Sampling in BV-Type Spaces
Vincent Guillemet, Michael Unser
TL;DR
This paper develops a rigorous framework for sampling functions of bounded variation (BV) within variational inverse problems, where pointwise BV sampling is ill-defined. It establishes that sampling functionals are continuous on the generalized BV space $\mathrm{GBV}$ but not weak$^*$-continuous, and constructs a canonical local inverse of the derivative $D$ using a unique $\,D$-admissible bi-orthogonal system, enabling a local representer theory. The authors prove existence results for regularized optimization problems with BV samples, show that extreme points of solutions are $\,D$-splines, and extend the theory to higher-order BV spaces with analogous sparsity and convergence properties.

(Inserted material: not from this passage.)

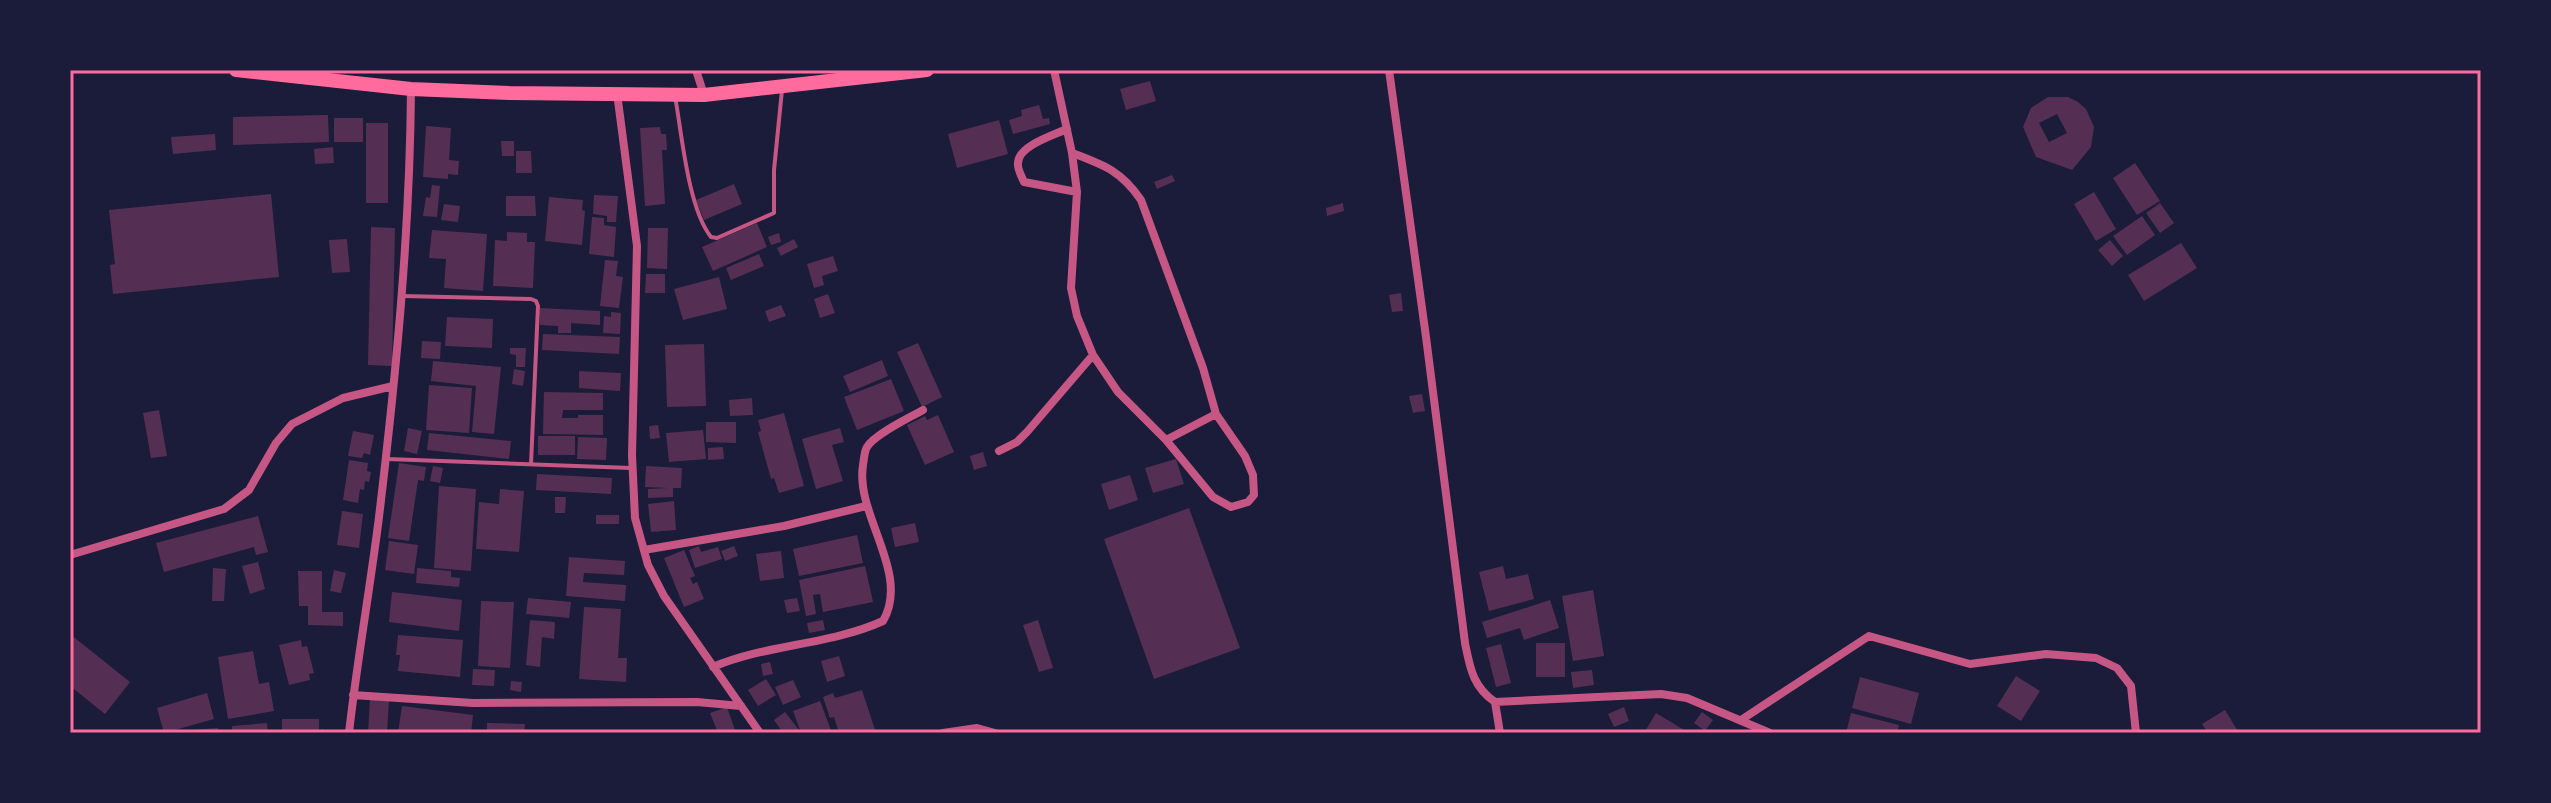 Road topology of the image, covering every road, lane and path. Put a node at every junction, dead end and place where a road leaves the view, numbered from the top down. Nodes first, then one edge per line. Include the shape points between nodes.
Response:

Collectively, the results provide a solid foundation for BV sampling in continuous-domain optimization, yielding sparse, structurally interpretable solution representations and practical regularization schemes for variational inverse problems and imaging applications.
Abstract
The sampling of functions of bounded variation (BV) is a long-standing problem in op- timization. The ability to sample such functions has relevance in the field of variational inverse problems, where the standard theory fails to guarantee the mere existence of solutions when the loss functional involves samples of BV functions. In this paper, we prove the continuity of sampling functionals and show that the differential operator D admits a unique local inverse. This canonical inversion enables us to formulate an existence theorem for a class of regularized optimization problems that incorporate samples of BV functions. Finally, we characterize the solution set in terms of its extreme points.